What to produce >>
Word for word, please copy the listing below, with its pictures left out.

== Segment start ==

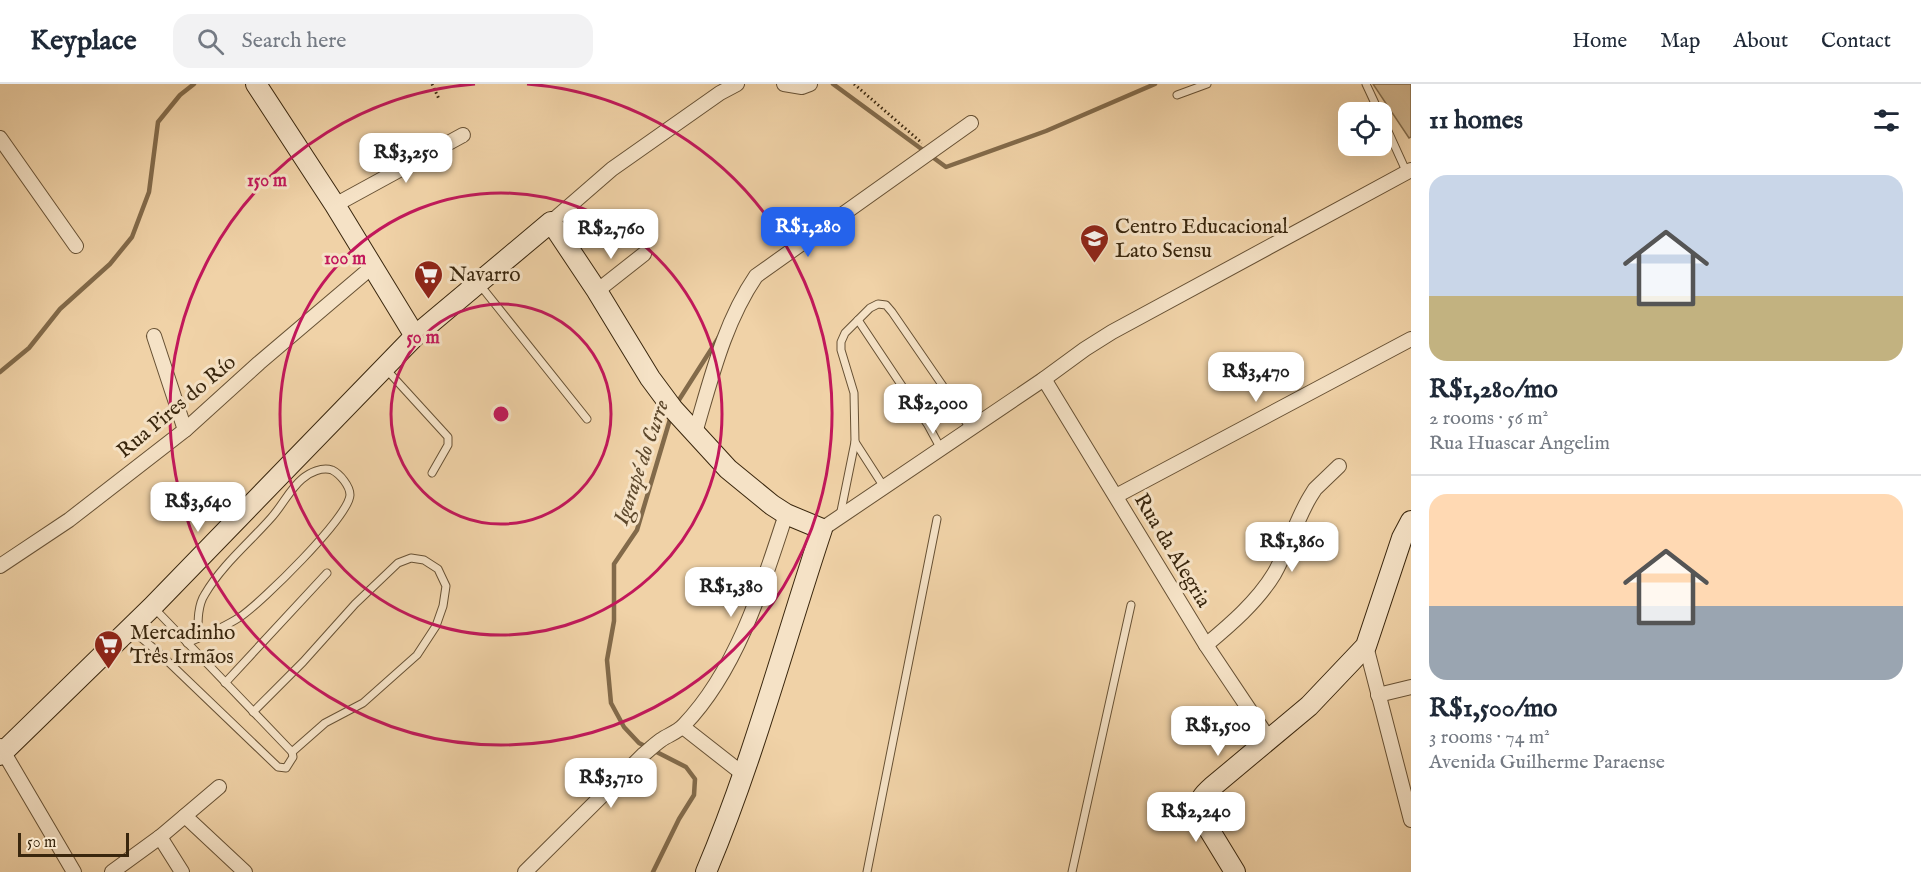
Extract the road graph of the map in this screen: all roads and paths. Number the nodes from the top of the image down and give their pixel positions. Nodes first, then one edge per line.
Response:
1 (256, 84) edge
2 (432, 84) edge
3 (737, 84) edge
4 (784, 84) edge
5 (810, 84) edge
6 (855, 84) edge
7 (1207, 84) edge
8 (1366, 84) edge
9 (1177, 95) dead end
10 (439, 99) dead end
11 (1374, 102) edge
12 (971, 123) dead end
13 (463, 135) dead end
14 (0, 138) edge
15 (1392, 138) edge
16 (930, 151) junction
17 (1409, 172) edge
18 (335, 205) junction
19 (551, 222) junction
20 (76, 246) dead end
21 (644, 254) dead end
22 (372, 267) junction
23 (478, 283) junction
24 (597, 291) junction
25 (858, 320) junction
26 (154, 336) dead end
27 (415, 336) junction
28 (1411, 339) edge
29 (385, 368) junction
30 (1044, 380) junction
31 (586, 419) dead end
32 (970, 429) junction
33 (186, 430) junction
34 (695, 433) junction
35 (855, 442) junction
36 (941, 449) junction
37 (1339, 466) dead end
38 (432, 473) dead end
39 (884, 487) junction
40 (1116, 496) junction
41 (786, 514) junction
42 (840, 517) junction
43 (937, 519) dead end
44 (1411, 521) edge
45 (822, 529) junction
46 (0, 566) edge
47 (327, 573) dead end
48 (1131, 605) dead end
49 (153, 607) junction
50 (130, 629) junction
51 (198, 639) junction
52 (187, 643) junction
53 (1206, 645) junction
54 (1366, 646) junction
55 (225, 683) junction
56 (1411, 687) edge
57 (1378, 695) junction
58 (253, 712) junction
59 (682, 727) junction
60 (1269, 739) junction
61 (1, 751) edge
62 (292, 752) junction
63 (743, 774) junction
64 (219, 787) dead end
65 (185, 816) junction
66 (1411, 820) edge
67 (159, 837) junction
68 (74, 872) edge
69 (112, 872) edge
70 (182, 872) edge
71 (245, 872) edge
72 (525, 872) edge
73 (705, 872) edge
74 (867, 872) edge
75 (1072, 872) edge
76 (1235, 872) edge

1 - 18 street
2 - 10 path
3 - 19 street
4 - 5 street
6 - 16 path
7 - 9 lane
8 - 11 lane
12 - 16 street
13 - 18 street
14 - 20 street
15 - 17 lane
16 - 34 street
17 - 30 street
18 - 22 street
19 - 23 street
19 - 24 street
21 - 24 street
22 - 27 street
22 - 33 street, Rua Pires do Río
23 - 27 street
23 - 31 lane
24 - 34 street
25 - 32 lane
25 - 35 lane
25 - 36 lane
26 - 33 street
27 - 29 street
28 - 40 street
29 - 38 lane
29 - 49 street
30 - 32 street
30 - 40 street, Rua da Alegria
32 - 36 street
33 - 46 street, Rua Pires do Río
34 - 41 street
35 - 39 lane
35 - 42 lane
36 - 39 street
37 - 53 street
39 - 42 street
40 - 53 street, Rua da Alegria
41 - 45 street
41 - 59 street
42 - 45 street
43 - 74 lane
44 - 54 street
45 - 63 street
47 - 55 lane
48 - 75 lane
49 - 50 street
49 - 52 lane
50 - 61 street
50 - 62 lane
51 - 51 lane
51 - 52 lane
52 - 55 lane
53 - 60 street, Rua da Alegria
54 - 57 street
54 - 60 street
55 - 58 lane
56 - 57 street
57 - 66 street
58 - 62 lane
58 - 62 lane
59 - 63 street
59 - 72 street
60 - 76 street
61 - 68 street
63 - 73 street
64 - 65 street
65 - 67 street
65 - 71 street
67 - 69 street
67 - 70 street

== Segment end ==

Solution to this exercise >>
Extract the road graph of the map in this screen: all roads and paths. Number the nodes from the top of the image down and give their pixel positions. Nodes first, then one edge per line.
Response:
1 (256, 84) edge
2 (432, 84) edge
3 (737, 84) edge
4 (784, 84) edge
5 (810, 84) edge
6 (855, 84) edge
7 (1207, 84) edge
8 (1366, 84) edge
9 (1177, 95) dead end
10 (439, 99) dead end
11 (1374, 102) edge
12 (971, 123) dead end
13 (463, 135) dead end
14 (0, 138) edge
15 (1392, 138) edge
16 (930, 151) junction
17 (1409, 172) edge
18 (335, 205) junction
19 (551, 222) junction
20 (76, 246) dead end
21 (644, 254) dead end
22 (372, 267) junction
23 (478, 283) junction
24 (597, 291) junction
25 (858, 320) junction
26 (154, 336) dead end
27 (415, 336) junction
28 (1411, 339) edge
29 (385, 368) junction
30 (1044, 380) junction
31 (586, 419) dead end
32 (970, 429) junction
33 (186, 430) junction
34 (695, 433) junction
35 (855, 442) junction
36 (941, 449) junction
37 (1339, 466) dead end
38 (432, 473) dead end
39 (884, 487) junction
40 (1116, 496) junction
41 (786, 514) junction
42 (840, 517) junction
43 (937, 519) dead end
44 (1411, 521) edge
45 (822, 529) junction
46 (0, 566) edge
47 (327, 573) dead end
48 (1131, 605) dead end
49 (153, 607) junction
50 (130, 629) junction
51 (198, 639) junction
52 (187, 643) junction
53 (1206, 645) junction
54 (1366, 646) junction
55 (225, 683) junction
56 (1411, 687) edge
57 (1378, 695) junction
58 (253, 712) junction
59 (682, 727) junction
60 (1269, 739) junction
61 (1, 751) edge
62 (292, 752) junction
63 (743, 774) junction
64 (219, 787) dead end
65 (185, 816) junction
66 (1411, 820) edge
67 (159, 837) junction
68 (74, 872) edge
69 (112, 872) edge
70 (182, 872) edge
71 (245, 872) edge
72 (525, 872) edge
73 (705, 872) edge
74 (867, 872) edge
75 (1072, 872) edge
76 (1235, 872) edge

1 - 18 street
2 - 10 path
3 - 19 street
4 - 5 street
6 - 16 path
7 - 9 lane
8 - 11 lane
12 - 16 street
13 - 18 street
14 - 20 street
15 - 17 lane
16 - 34 street
17 - 30 street
18 - 22 street
19 - 23 street
19 - 24 street
21 - 24 street
22 - 27 street
22 - 33 street, Rua Pires do Río
23 - 27 street
23 - 31 lane
24 - 34 street
25 - 32 lane
25 - 35 lane
25 - 36 lane
26 - 33 street
27 - 29 street
28 - 40 street
29 - 38 lane
29 - 49 street
30 - 32 street
30 - 40 street, Rua da Alegria
32 - 36 street
33 - 46 street, Rua Pires do Río
34 - 41 street
35 - 39 lane
35 - 42 lane
36 - 39 street
37 - 53 street
39 - 42 street
40 - 53 street, Rua da Alegria
41 - 45 street
41 - 59 street
42 - 45 street
43 - 74 lane
44 - 54 street
45 - 63 street
47 - 55 lane
48 - 75 lane
49 - 50 street
49 - 52 lane
50 - 61 street
50 - 62 lane
51 - 51 lane
51 - 52 lane
52 - 55 lane
53 - 60 street, Rua da Alegria
54 - 57 street
54 - 60 street
55 - 58 lane
56 - 57 street
57 - 66 street
58 - 62 lane
58 - 62 lane
59 - 63 street
59 - 72 street
60 - 76 street
61 - 68 street
63 - 73 street
64 - 65 street
65 - 67 street
65 - 71 street
67 - 69 street
67 - 70 street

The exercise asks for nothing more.